À l'époque, je ne réalisais pas encore que « faire de son mieux » deviendrait un concept puissant dans le monde des affaires d'aujourd'hui. En fait, Carol Dweck, une psychologue de renommée mondiale de l'Université Stanford, a consacré sa carrière à aider des dirigeants d'affaires à comprendre le pouvoir d'un esprit axé sur la croissance. Au cours de ses recherches, elle a découvert qu'une personne affichant un tel esprit et croyant ainsi que son potentiel était illimité était plus susceptible d'atteindre le succès que quelqu'un dont l'esprit était fixe.

À titre de dirigeants d'affaires, nous devons contribuer à instaurer une culture axée sur la croissance au sein de nos entreprises pour favoriser la réussite. Nous pouvons y arriver grâce à un processus en trois étapes.

L'optimisme face à l'échec et la persévérance d'essayer de nouveau sont les catalyseurs du succès.

D'abord, nous devons nous concentrer sur nos effectifs et déterminer ce qui les motive et ce qu'ils souhaitent accomplir au cours de leur carrière. Il suffit de leur consacrer du temps et de les écouter attentivement quand ils parlent de leurs espoirs et de leurs rêves tout en leur posant beaucoup de questions. Idéalement, nous devrions les aider à consigner leurs aspirations de carrière dans un plan de développement professionnel.

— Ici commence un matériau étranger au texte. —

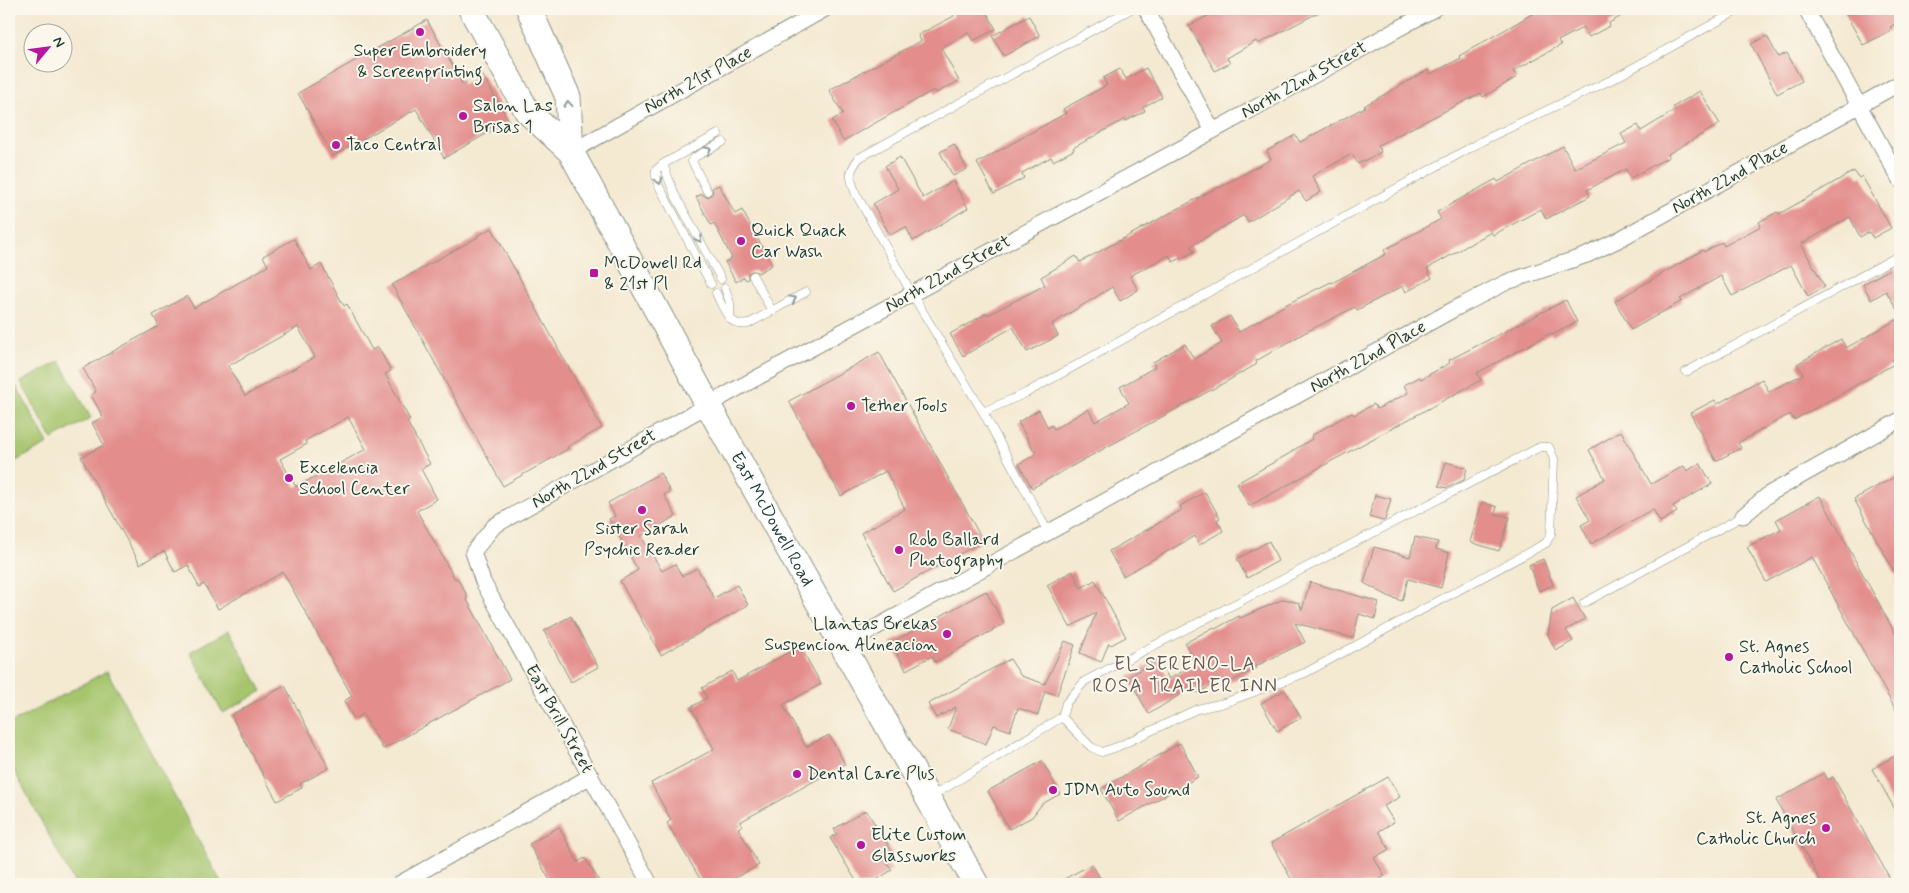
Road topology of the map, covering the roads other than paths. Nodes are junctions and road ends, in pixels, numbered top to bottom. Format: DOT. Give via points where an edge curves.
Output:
graph roads {
  1 [pos="471,9"];
  2 [pos="529,9"];
  3 [pos="825,9"];
  4 [pos="1131,9"];
  5 [pos="1146,9"];
  6 [pos="1434,9"];
  7 [pos="1740,9"];
  8 [pos="1806,9"];
  9 [pos="1900,83"];
  10 [pos="1859,105"];
  11 [pos="1213,131"];
  12 [pos="718,134"];
  13 [pos="723,142"];
  14 [pos="571,152"];
  15 [pos="663,164"];
  16 [pos="1900,180"];
  17 [pos="707,191"];
  18 [pos="1900,255"];
  19 [pos="753,276"];
  20 [pos="721,279"];
  21 [pos="711,284"];
  22 [pos="725,288"];
  23 [pos="806,292"];
  24 [pos="716,293"];
  25 [pos="912,294"];
  26 [pos="772,311"];
  27 [pos="730,319"];
  28 [pos="1686,372"];
  29 [pos="708,405"];
  30 [pos="983,412"];
  31 [pos="1900,420"];
  32 [pos="1743,516"];
  33 [pos="1048,532"];
  34 [pos="473,552"];
  35 [pos="1584,603"];
  36 [pos="842,646"];
  37 [pos="1062,717"];
  38 [pos="591,776"];
  39 [pos="928,799"];
  40 [pos="399,884"];
  41 [pos="650,884"];
  42 [pos="976,884"];
  1 -- 14 [label="main road, East McDowell Road" via="527,111"];
  14 -- 2 [label="main road, East McDowell Road, one-way" via="568,97"];
  3 -- 14 [label="street, North 21st Place"];
  4 -- 25 [label="lane" via="859,158 850,177 856,194"];
  5 -- 11 [label="street"];
  6 -- 11 [label="street, North 22nd Street"];
  7 -- 30 [label="lane" via="1612,79 1486,140 1026,392"];
  8 -- 10 [label="street"];
  9 -- 10 [label="street, North 22nd Place"];
  10 -- 16 [label="street"];
  10 -- 33 [label="street, North 22nd Place" via="1618,240 1586,255 1507,282 1458,307"];
  11 -- 25 [label="street, North 22nd Street"];
  12 -- 15 [label="lane"];
  17 -- 13 [label="lane, one-way" via="692,161"];
  14 -- 29 [label="main road, East McDowell Road"];
  15 -- 20 [label="lane, one-way" via="675,195"];
  15 -- 21 [label="lane, one-way" via="656,170 659,186"];
  18 -- 28 [label="lane"];
  19 -- 26 [label="lane"];
  22 -- 27 [label="lane" via="730,303"];
  26 -- 23 [label="lane, one-way"];
  24 -- 27 [label="lane"];
  25 -- 29 [label="street, North 22nd Street"];
  25 -- 30 [label="lane"];
  26 -- 27 [label="lane" via="741,326"];
  29 -- 34 [label="street, North 22nd Street" via="494,526"];
  29 -- 36 [label="main road, East McDowell Road"];
  30 -- 33 [label="lane"];
  31 -- 32 [label="street" via="1769,494"];
  32 -- 35 [label="lane"];
  33 -- 36 [label="street, North 22nd Place"];
  34 -- 38 [label="street, East Brill Street" via="484,582"];
  36 -- 39 [label="main road, East McDowell Road"];
  37 -- 37 [label="lane" via="1066,703 1085,681 1540,448 1550,447 1554,459 1551,534 1546,543 1305,673 1224,703 1197,709 1117,747 1102,752 1091,747"];
  37 -- 39 [label="lane"];
  38 -- 40 [label="street"];
  38 -- 41 [label="street, East Brill Street"];
  39 -- 42 [label="main road, East McDowell Road"];
}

Dans le cadre de la deuxième étape, il nous faut trouver des possibilités qui permettront à nos employés de se dépasser. Le simple fait d'assister à un séminaire ou à un cours ne les aidera pas à atteindre un niveau supérieur. Ils doivent faire l'expérience des embûches et des épreuves du travail. Même si plusieurs de ces expériences leur paraîtront un peu comme un baptême de feu, tous ceux qui les vivront réaliseront avec le temps qu'elles étaient des plus valables. En tant que dirigeant, vous devez penser de façon innovatrice à trouver au personnel ces possibilités de se dépasser tout en considérant qu'elles peuvent parfois se trouver dans d'autres services ou territoires.

La dernière étape consiste à célébrer les erreurs. De nombreuses entreprises oublient de le faire ou estiment qu'elles ne peuvent pas se permettre d'appuyer les gens qui font des erreurs, ce qui s'avère un point de vue réducteur. Nous devons tous accepter nos erreurs, les disséquer et en tirer des leçons afin de continuer à nous améliorer. Mais n'oubliez pas de décomposer l'erreur et non la personne qui l'a commise. L'échec n'est pas grave en soi. C'est plutôt ne pas faire de son mieux qui est impardonnable. L'optimisme face à l'échec et la persévérance d'essayer de nouveau sont les catalyseurs du succès.

Maintenant que je suis mère à mon tour, il m'arrive de repenser à ce que la mienne m'a enseigné, particulièrement quand je suis l'entraîneur de l'équipe de soccer de ma fille. Si vous avez déjà vu des enfants de six ans jouer au soccer, vous savez que c'est un peu comme une foule en délire qui court après un ballon sur un terrain. Je me souviens de l'un de mes petits discours d'encouragement à la pause où j'avais de la difficulté à motiver les filles trop jeunes pour comprendre le jeu des positions ou la stratégie du jeu. Juste comme le sifflet marquant le début de la deuxième partie du match se faisait entendre, je me suis rappelé de la recette du succès au soccer et leur ait dit «les filles, quoi qu'il arrive, n'arrêtez pas de courir et de passer le ballon, et faites simplement de votre mieux».